Öffentliche Sicherheit und Ordnung

Die Begriffe öffentliche Sicherheit und öffentliche Ordnung gehören beide zu den klassischen Gebieten des öffentlichen Rechts.

Foto: Anna Vogel

Die öffentliche Sicherheit zu schützen bedeutet, alle drohenden Schäden von Gemeinschafts- oder Individualgütern abzuwehren. Dabei zählen die verfassungsmäßige Ordnung, besonders der Erhalt des Staates und seiner Einrichtungen, sowie dessen rechtmäßiges Funktionieren zu den Gemeinschaftsgütern. Ebenso wird die gesamte  Rechtsordnung als Gemeinschaftsgut gesehen. Der Schutz von  Individualgütern dagegen bezieht sich auf den Schutz von Leben, Gesundheit, Freiheit und das allgemeine Persönlichkeitsrecht des Einzelnen.
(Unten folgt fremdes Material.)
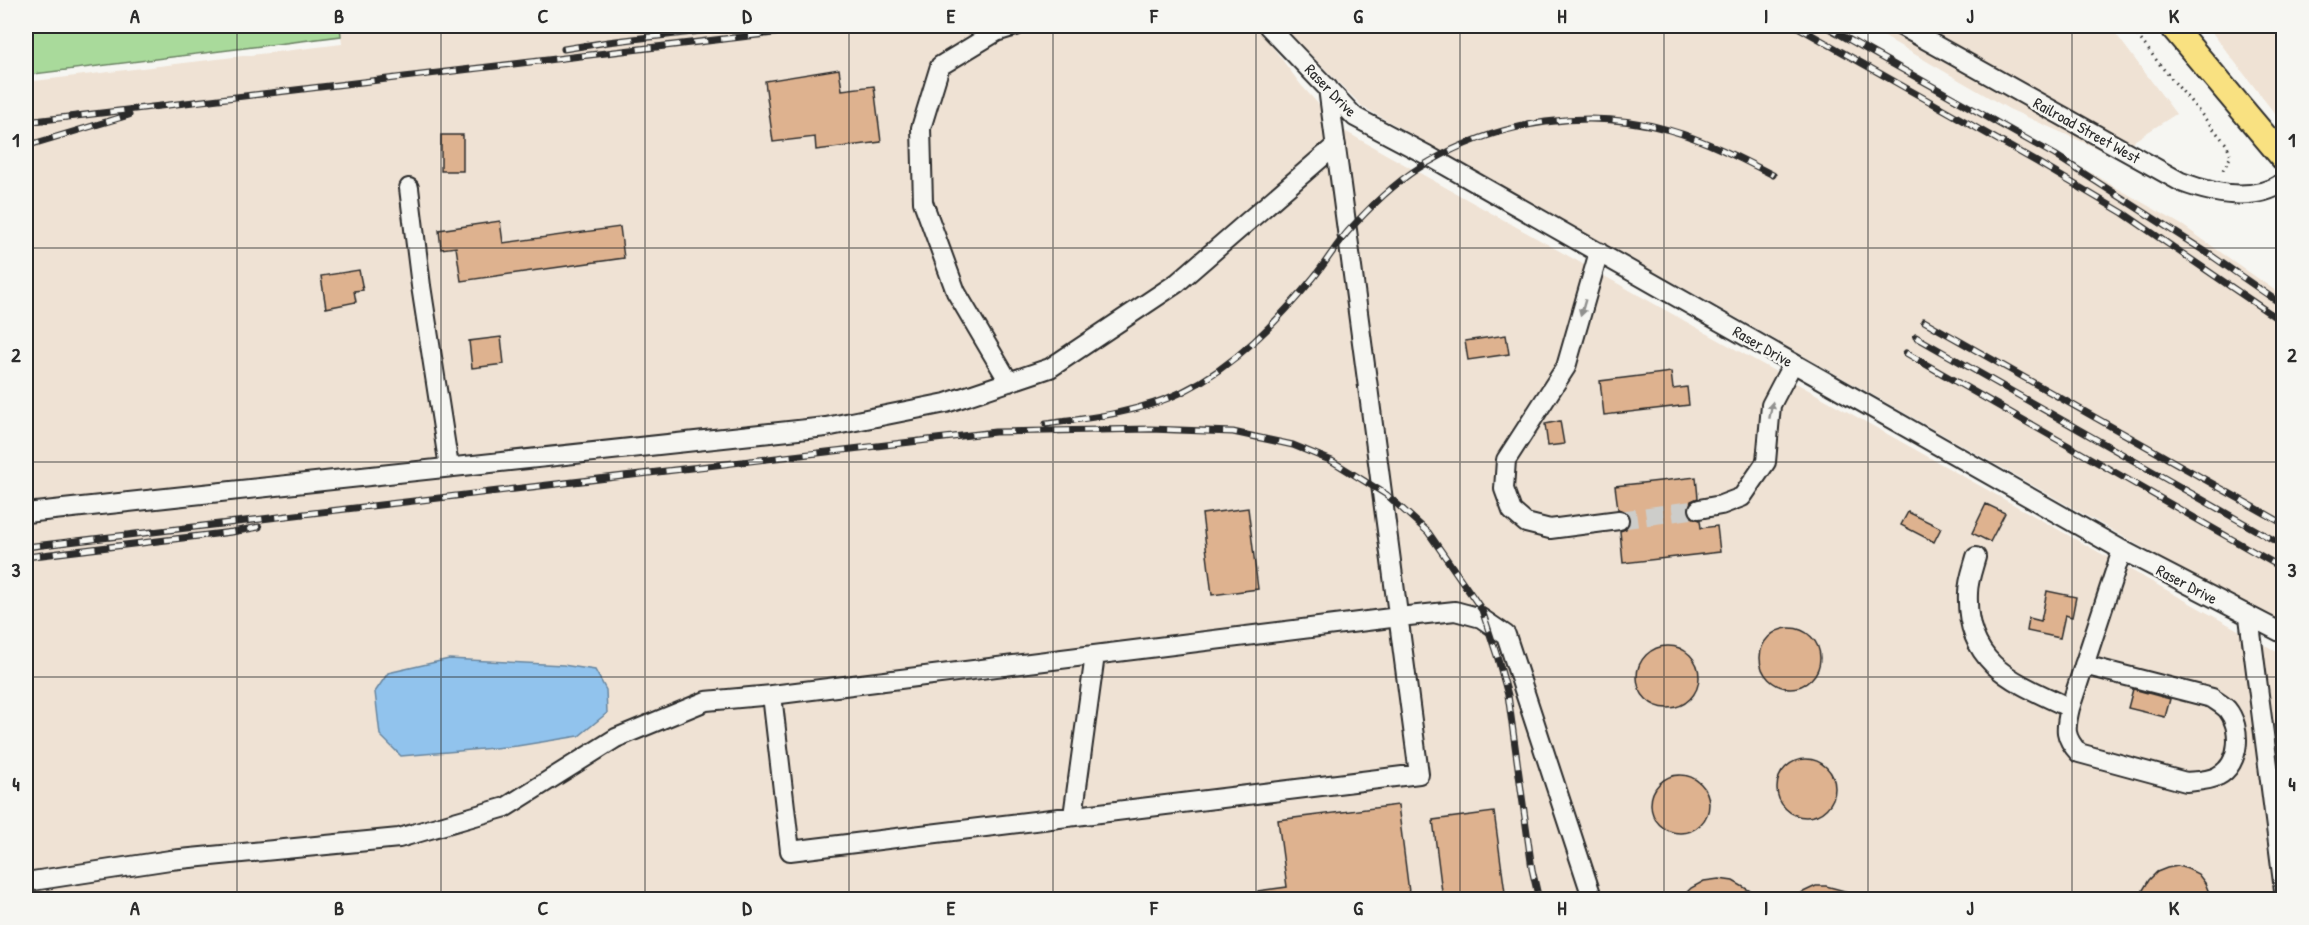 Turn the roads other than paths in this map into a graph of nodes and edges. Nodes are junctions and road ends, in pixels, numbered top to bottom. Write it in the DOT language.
graph roads {
  1 [pos="1016,26"];
  2 [pos="1268,26"];
  3 [pos="1901,26"];
  4 [pos="2172,26"];
  5 [pos="1328,88"];
  6 [pos="1336,146"];
  7 [pos="2283,159"];
  8 [pos="2283,182"];
  9 [pos="409,188"];
  10 [pos="1599,252"];
  11 [pos="1793,363"];
  12 [pos="1009,381"];
  13 [pos="449,467"];
  14 [pos="1699,509"];
  15 [pos="26,513"];
  16 [pos="1619,519"];
  17 [pos="2122,550"];
  18 [pos="1976,557"];
  19 [pos="1399,617"];
  20 [pos="2249,617"];
  21 [pos="2283,634"];
  22 [pos="1095,655"];
  23 [pos="2084,665"];
  24 [pos="772,695"];
  25 [pos="2070,708"];
  26 [pos="1072,816"];
  27 [pos="2281,850"];
  28 [pos="26,882"];
  29 [pos="2283,890"];
  30 [pos="1593,900"];
  1 -- 12 [label="street"];
  2 -- 5 [label="street, Raser Drive"];
  3 -- 8 [label="street, Railroad Street West"];
  4 -- 7 [label="main road"];
  5 -- 6 [label="street"];
  5 -- 10 [label="street, Raser Drive"];
  6 -- 12 [label="street"];
  6 -- 19 [label="street"];
  9 -- 13 [label="street"];
  10 -- 11 [label="street, Raser Drive"];
  10 -- 16 [label="street, one-way"];
  14 -- 11 [label="street, one-way"];
  11 -- 17 [label="street, Raser Drive"];
  12 -- 13 [label="street"];
  13 -- 15 [label="street"];
  17 -- 20 [label="street, Raser Drive"];
  17 -- 23 [label="street"];
  18 -- 25 [label="street"];
  19 -- 22 [label="street"];
  19 -- 26 [label="street"];
  19 -- 30 [label="street"];
  20 -- 21 [label="street, Raser Drive"];
  20 -- 27 [label="street"];
  22 -- 24 [label="street"];
  22 -- 26 [label="street"];
  23 -- 25 [label="street"];
  23 -- 25 [label="street"];
  24 -- 26 [label="street"];
  24 -- 28 [label="street"];
  27 -- 29 [label="street"];
} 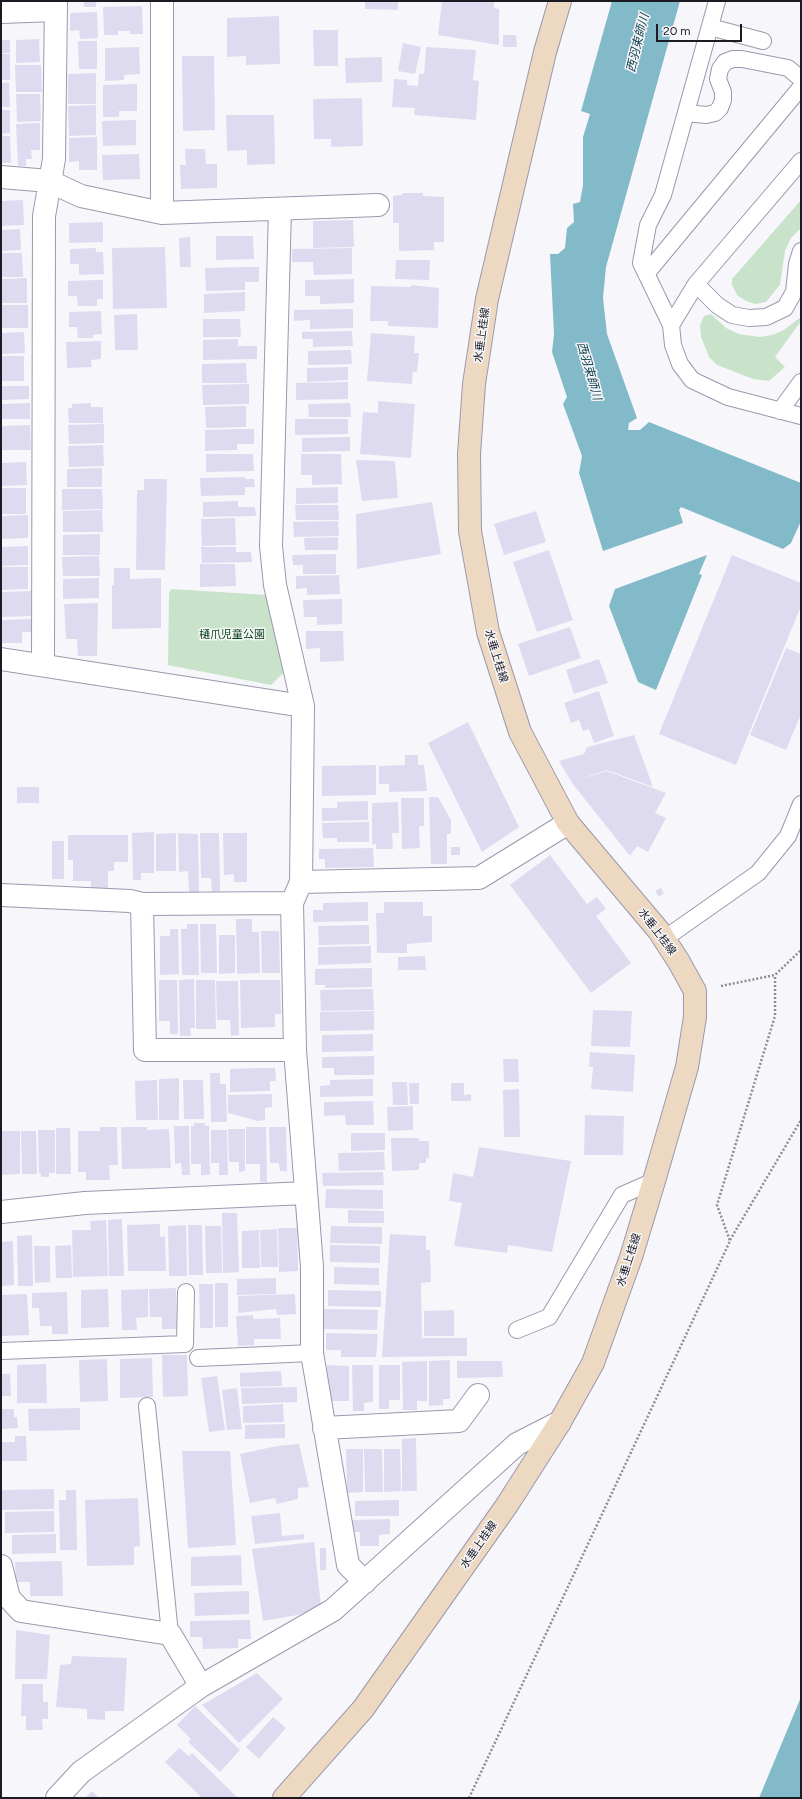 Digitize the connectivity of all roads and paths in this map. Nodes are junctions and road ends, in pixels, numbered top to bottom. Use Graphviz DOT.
graph roads {
  1 [pos="162,1"];
  2 [pos="560,1"];
  3 [pos="717,1"];
  4 [pos="56,6"];
  5 [pos="1,12"];
  6 [pos="710,27"];
  7 [pos="763,41"];
  8 [pos="801,79"];
  9 [pos="801,87"];
  10 [pos="686,113"];
  11 [pos="801,161"];
  12 [pos="1,177"];
  13 [pos="49,181"];
  14 [pos="378,205"];
  15 [pos="280,209"];
  16 [pos="162,214"];
  17 [pos="801,251"];
  18 [pos="646,274"];
  19 [pos="696,284"];
  20 [pos="671,324"];
  21 [pos="801,382"];
  22 [pos="780,411"];
  23 [pos="801,416"];
  24 [pos="1,659"];
  25 [pos="43,664"];
  26 [pos="302,706"];
  27 [pos="801,804"];
  28 [pos="568,823"];
  29 [pos="301,882"];
  30 [pos="1,895"];
  31 [pos="292,903"];
  32 [pos="142,904"];
  33 [pos="664,939"];
  34 [pos="801,950"];
  35 [pos="775,975"];
  36 [pos="695,991"];
  37 [pos="295,1050"];
  38 [pos="801,1120"];
  39 [pos="654,1181"];
  40 [pos="306,1193"];
  41 [pos="1,1212"];
  42 [pos="730,1241"];
  43 [pos="186,1292"];
  44 [pos="517,1330"];
  45 [pos="1,1351"];
  46 [pos="312,1353"];
  47 [pos="198,1358"];
  48 [pos="478,1395"];
  49 [pos="147,1406"];
  50 [pos="560,1422"];
  51 [pos="324,1428"];
  52 [pos="1,1566"];
  53 [pos="365,1582"];
  54 [pos="11,1613"];
  55 [pos="170,1634"];
  56 [pos="201,1686"];
  57 [pos="362,1709"];
  58 [pos="57,1798"];
  59 [pos="284,1798"];
  60 [pos="299,1798"];
  61 [pos="469,1798"];
  1 -- 16 [label="street"];
  2 -- 28 [label="main road, 水垂上桂線"];
  3 -- 6 [label="lane"];
  4 -- 5 [label="street"];
  4 -- 13 [label="street"];
  6 -- 7 [label="lane"];
  6 -- 10 [label="lane"];
  8 -- 10 [label="lane"];
  9 -- 18 [label="lane"];
  10 -- 18 [label="lane"];
  11 -- 19 [label="lane"];
  12 -- 13 [label="street"];
  13 -- 16 [label="street"];
  13 -- 25 [label="street"];
  14 -- 15 [label="street"];
  15 -- 16 [label="street"];
  15 -- 26 [label="street"];
  17 -- 19 [label="lane"];
  18 -- 20 [label="lane"];
  19 -- 20 [label="lane"];
  20 -- 22 [label="lane"];
  21 -- 22 [label="lane"];
  22 -- 23 [label="lane"];
  24 -- 25 [label="street"];
  25 -- 26 [label="street"];
  26 -- 29 [label="street"];
  27 -- 33 [label="lane"];
  28 -- 29 [label="street"];
  28 -- 33 [label="main road, 水垂上桂線"];
  29 -- 31 [label="street"];
  30 -- 32 [label="street"];
  31 -- 32 [label="street"];
  31 -- 37 [label="street"];
  32 -- 37 [label="street"];
  33 -- 36 [label="main road, 水垂上桂線"];
  34 -- 35 [label="path"];
  35 -- 36 [label="path"];
  35 -- 42 [label="path"];
  36 -- 39 [label="main road, 水垂上桂線"];
  37 -- 40 [label="street"];
  38 -- 42 [label="path"];
  39 -- 44 [label="lane"];
  39 -- 50 [label="main road, 水垂上桂線"];
  40 -- 41 [label="street"];
  40 -- 46 [label="street"];
  42 -- 61 [label="path"];
  43 -- 45 [label="lane"];
  46 -- 47 [label="lane"];
  46 -- 51 [label="street"];
  48 -- 51 [label="street"];
  49 -- 55 [label="lane"];
  50 -- 53 [label="street"];
  50 -- 57 [label="main road, 水垂上桂線"];
  51 -- 53 [label="street"];
  52 -- 54 [label="street"];
  53 -- 56 [label="street"];
  54 -- 55 [label="street"];
  55 -- 56 [label="street"];
  56 -- 58 [label="street"];
  57 -- 59 [label="main road, 水垂上桂線"];
  57 -- 60 [label="lane"];
}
Unter der öffentlichen Ordnung lassen sich alle ungeschriebenen Regeln für das Verhalten des Einzelnen in der Öffentlichkeit verstehen, deren Einhaltung für ein geordnetes staatsbürgerliches Leben als unerlässlich gelten. Die Bedeutung der öffentlichen Sicherheit unterliegt dabei einem Rückgang. So sind im modernen Rechtsstaat viele wesentliche Güter, die es für die Gemeinschaft zu schützen gilt, fester Bestandteil gesetzlicher Regelungen. Normen für die Einhaltung und bei Regelverstößen werden deshalb entsprechend dieses Rahmens vorgegeben.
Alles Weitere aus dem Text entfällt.